[Saved data entries]
══════

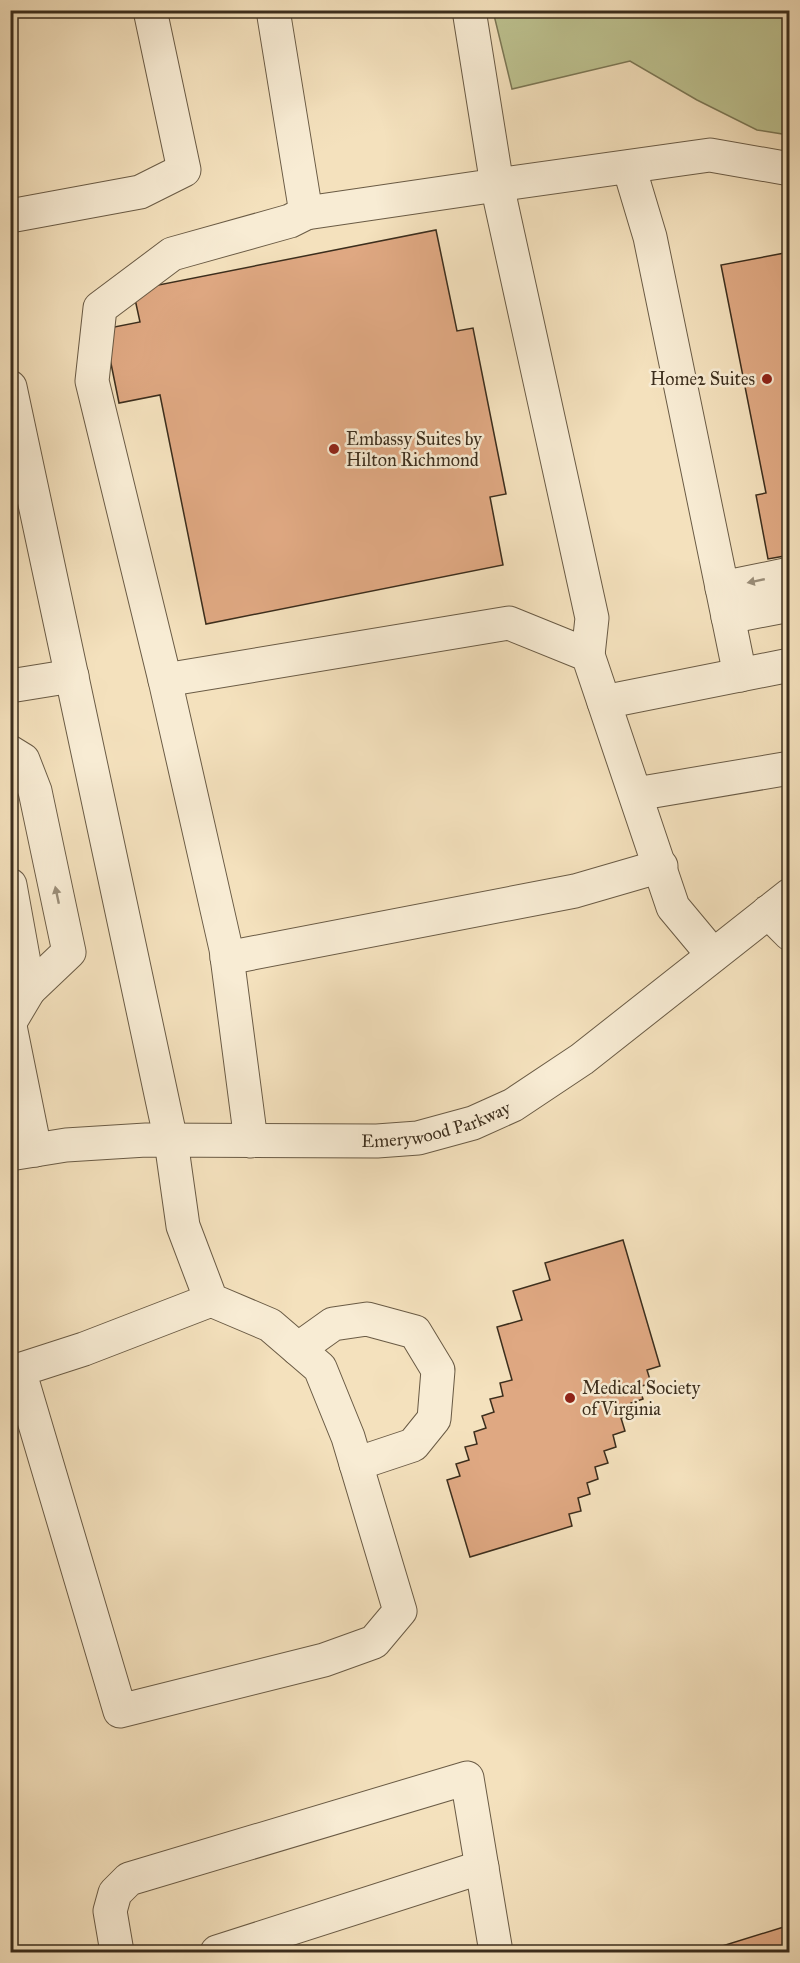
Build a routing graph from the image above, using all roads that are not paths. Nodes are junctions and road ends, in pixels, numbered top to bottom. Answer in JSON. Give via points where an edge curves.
{"nodes":[{"id":1,"x":150,"y":10,"type":"edge"},
{"id":2,"x":273,"y":10,"type":"edge"},
{"id":3,"x":469,"y":10,"type":"edge"},
{"id":4,"x":629,"y":167,"type":"junction"},
{"id":5,"x":789,"y":169,"type":"edge"},
{"id":6,"x":497,"y":185,"type":"junction"},
{"id":7,"x":306,"y":213,"type":"junction"},
{"id":8,"x":10,"y":216,"type":"edge"},
{"id":9,"x":10,"y":387,"type":"edge"},
{"id":10,"x":789,"y":574,"type":"edge"},
{"id":11,"x":725,"y":602,"type":"junction"},
{"id":12,"x":789,"y":605,"type":"edge"},
{"id":13,"x":588,"y":655,"type":"junction"},
{"id":14,"x":789,"y":665,"type":"edge"},
{"id":15,"x":740,"y":675,"type":"junction"},
{"id":16,"x":72,"y":676,"type":"junction"},
{"id":17,"x":165,"y":680,"type":"junction"},
{"id":18,"x":10,"y":686,"type":"edge"},
{"id":19,"x":604,"y":702,"type":"junction"},
{"id":20,"x":10,"y":752,"type":"edge"},
{"id":21,"x":789,"y":768,"type":"edge"},
{"id":22,"x":636,"y":794,"type":"junction"},
{"id":23,"x":661,"y":866,"type":"junction"},
{"id":24,"x":10,"y":885,"type":"edge"},
{"id":25,"x":782,"y":914,"type":"edge"},
{"id":26,"x":713,"y":955,"type":"junction"},
{"id":27,"x":227,"y":958,"type":"junction"},
{"id":28,"x":29,"y":990,"type":"junction"},
{"id":29,"x":10,"y":1024,"type":"edge"},
{"id":30,"x":171,"y":1141,"type":"junction"},
{"id":31,"x":251,"y":1141,"type":"junction"},
{"id":32,"x":23,"y":1152,"type":"edge"},
{"id":33,"x":211,"y":1300,"type":"junction"},
{"id":34,"x":298,"y":1349,"type":"junction"},
{"id":35,"x":356,"y":1464,"type":"junction"},
{"id":36,"x":482,"y":1867,"type":"junction"},
{"id":37,"x":117,"y":1953,"type":"edge"},
{"id":38,"x":217,"y":1953,"type":"edge"},
{"id":39,"x":496,"y":1953,"type":"edge"}],
"edges":[{"from":1,"to":8,"type":"street","via":[[184,170],[140,192]]},
{"from":2,"to":7,"type":"street"},
{"from":3,"to":6,"type":"street"},
{"from":4,"to":5,"type":"street","via":[[710,155]]},
{"from":4,"to":6,"type":"street"},
{"from":4,"to":11,"type":"street","via":[[650,237]]},
{"from":6,"to":7,"type":"street"},
{"from":6,"to":13,"type":"street","via":[[592,618]]},
{"from":7,"to":17,"type":"street","via":[[172,254],[100,308],[92,381]]},
{"from":9,"to":16,"type":"street"},
{"from":10,"to":11,"type":"street","one_way":true},
{"from":11,"to":12,"type":"street"},
{"from":11,"to":15,"type":"street"},
{"from":13,"to":17,"type":"street","via":[[509,623]]},
{"from":13,"to":19,"type":"street"},
{"from":14,"to":15,"type":"street"},
{"from":15,"to":19,"type":"street"},
{"from":16,"to":18,"type":"street"},
{"from":16,"to":30,"type":"street"},
{"from":17,"to":27,"type":"street"},
{"from":19,"to":22,"type":"street"},
{"from":28,"to":20,"type":"street","one_way":true,"via":[[69,952],[35,791],[23,760]]},
{"from":21,"to":22,"type":"street"},
{"from":22,"to":23,"type":"street"},
{"from":23,"to":26,"type":"street","via":[[673,907]]},
{"from":23,"to":27,"type":"street","via":[[574,891]]},
{"from":24,"to":28,"type":"street"},
{"from":25,"to":26,"type":"street","name":"Emerywood Parkway"},
{"from":26,"to":31,"type":"street","name":"Emerywood Parkway","via":[[541,1088],[473,1123],[418,1137],[377,1141]]},
{"from":27,"to":31,"type":"street"},
{"from":28,"to":29,"type":"street"},
{"from":29,"to":32,"type":"street"},
{"from":30,"to":31,"type":"street","name":"Emerywood Parkway"},
{"from":30,"to":32,"type":"street","name":"Emerywood Parkway","via":[[66,1145]]},
{"from":30,"to":33,"type":"street","via":[[183,1226]]},
{"from":33,"to":34,"type":"street","via":[[270,1325]]},
{"from":33,"to":35,"type":"street","via":[[84,1350],[19,1370],[120,1711],[324,1660],[374,1642],[400,1611]]},
{"from":34,"to":35,"type":"street","via":[[320,1368]]},
{"from":34,"to":35,"type":"street","via":[[333,1324],[367,1319],[415,1332],[438,1370],[434,1419],[413,1444]]},
{"from":36,"to":37,"type":"street","via":[[467,1778],[129,1879],[115,1893],[110,1911]]},
{"from":36,"to":38,"type":"street"},
{"from":36,"to":39,"type":"street"}]}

══════

> **Task requirements**:
Your copy should match the records above word for word, but without images.

> **Response to the task**:
Build a routing graph from the image above, using all roads that are not paths. Nodes are junctions and road ends, in pixels, numbered top to bottom. Answer in JSON. Give via points where an edge curves.
{"nodes":[{"id":1,"x":150,"y":10,"type":"edge"},
{"id":2,"x":273,"y":10,"type":"edge"},
{"id":3,"x":469,"y":10,"type":"edge"},
{"id":4,"x":629,"y":167,"type":"junction"},
{"id":5,"x":789,"y":169,"type":"edge"},
{"id":6,"x":497,"y":185,"type":"junction"},
{"id":7,"x":306,"y":213,"type":"junction"},
{"id":8,"x":10,"y":216,"type":"edge"},
{"id":9,"x":10,"y":387,"type":"edge"},
{"id":10,"x":789,"y":574,"type":"edge"},
{"id":11,"x":725,"y":602,"type":"junction"},
{"id":12,"x":789,"y":605,"type":"edge"},
{"id":13,"x":588,"y":655,"type":"junction"},
{"id":14,"x":789,"y":665,"type":"edge"},
{"id":15,"x":740,"y":675,"type":"junction"},
{"id":16,"x":72,"y":676,"type":"junction"},
{"id":17,"x":165,"y":680,"type":"junction"},
{"id":18,"x":10,"y":686,"type":"edge"},
{"id":19,"x":604,"y":702,"type":"junction"},
{"id":20,"x":10,"y":752,"type":"edge"},
{"id":21,"x":789,"y":768,"type":"edge"},
{"id":22,"x":636,"y":794,"type":"junction"},
{"id":23,"x":661,"y":866,"type":"junction"},
{"id":24,"x":10,"y":885,"type":"edge"},
{"id":25,"x":782,"y":914,"type":"edge"},
{"id":26,"x":713,"y":955,"type":"junction"},
{"id":27,"x":227,"y":958,"type":"junction"},
{"id":28,"x":29,"y":990,"type":"junction"},
{"id":29,"x":10,"y":1024,"type":"edge"},
{"id":30,"x":171,"y":1141,"type":"junction"},
{"id":31,"x":251,"y":1141,"type":"junction"},
{"id":32,"x":23,"y":1152,"type":"edge"},
{"id":33,"x":211,"y":1300,"type":"junction"},
{"id":34,"x":298,"y":1349,"type":"junction"},
{"id":35,"x":356,"y":1464,"type":"junction"},
{"id":36,"x":482,"y":1867,"type":"junction"},
{"id":37,"x":117,"y":1953,"type":"edge"},
{"id":38,"x":217,"y":1953,"type":"edge"},
{"id":39,"x":496,"y":1953,"type":"edge"}],
"edges":[{"from":1,"to":8,"type":"street","via":[[184,170],[140,192]]},
{"from":2,"to":7,"type":"street"},
{"from":3,"to":6,"type":"street"},
{"from":4,"to":5,"type":"street","via":[[710,155]]},
{"from":4,"to":6,"type":"street"},
{"from":4,"to":11,"type":"street","via":[[650,237]]},
{"from":6,"to":7,"type":"street"},
{"from":6,"to":13,"type":"street","via":[[592,618]]},
{"from":7,"to":17,"type":"street","via":[[172,254],[100,308],[92,381]]},
{"from":9,"to":16,"type":"street"},
{"from":10,"to":11,"type":"street","one_way":true},
{"from":11,"to":12,"type":"street"},
{"from":11,"to":15,"type":"street"},
{"from":13,"to":17,"type":"street","via":[[509,623]]},
{"from":13,"to":19,"type":"street"},
{"from":14,"to":15,"type":"street"},
{"from":15,"to":19,"type":"street"},
{"from":16,"to":18,"type":"street"},
{"from":16,"to":30,"type":"street"},
{"from":17,"to":27,"type":"street"},
{"from":19,"to":22,"type":"street"},
{"from":28,"to":20,"type":"street","one_way":true,"via":[[69,952],[35,791],[23,760]]},
{"from":21,"to":22,"type":"street"},
{"from":22,"to":23,"type":"street"},
{"from":23,"to":26,"type":"street","via":[[673,907]]},
{"from":23,"to":27,"type":"street","via":[[574,891]]},
{"from":24,"to":28,"type":"street"},
{"from":25,"to":26,"type":"street","name":"Emerywood Parkway"},
{"from":26,"to":31,"type":"street","name":"Emerywood Parkway","via":[[541,1088],[473,1123],[418,1137],[377,1141]]},
{"from":27,"to":31,"type":"street"},
{"from":28,"to":29,"type":"street"},
{"from":29,"to":32,"type":"street"},
{"from":30,"to":31,"type":"street","name":"Emerywood Parkway"},
{"from":30,"to":32,"type":"street","name":"Emerywood Parkway","via":[[66,1145]]},
{"from":30,"to":33,"type":"street","via":[[183,1226]]},
{"from":33,"to":34,"type":"street","via":[[270,1325]]},
{"from":33,"to":35,"type":"street","via":[[84,1350],[19,1370],[120,1711],[324,1660],[374,1642],[400,1611]]},
{"from":34,"to":35,"type":"street","via":[[320,1368]]},
{"from":34,"to":35,"type":"street","via":[[333,1324],[367,1319],[415,1332],[438,1370],[434,1419],[413,1444]]},
{"from":36,"to":37,"type":"street","via":[[467,1778],[129,1879],[115,1893],[110,1911]]},
{"from":36,"to":38,"type":"street"},
{"from":36,"to":39,"type":"street"}]}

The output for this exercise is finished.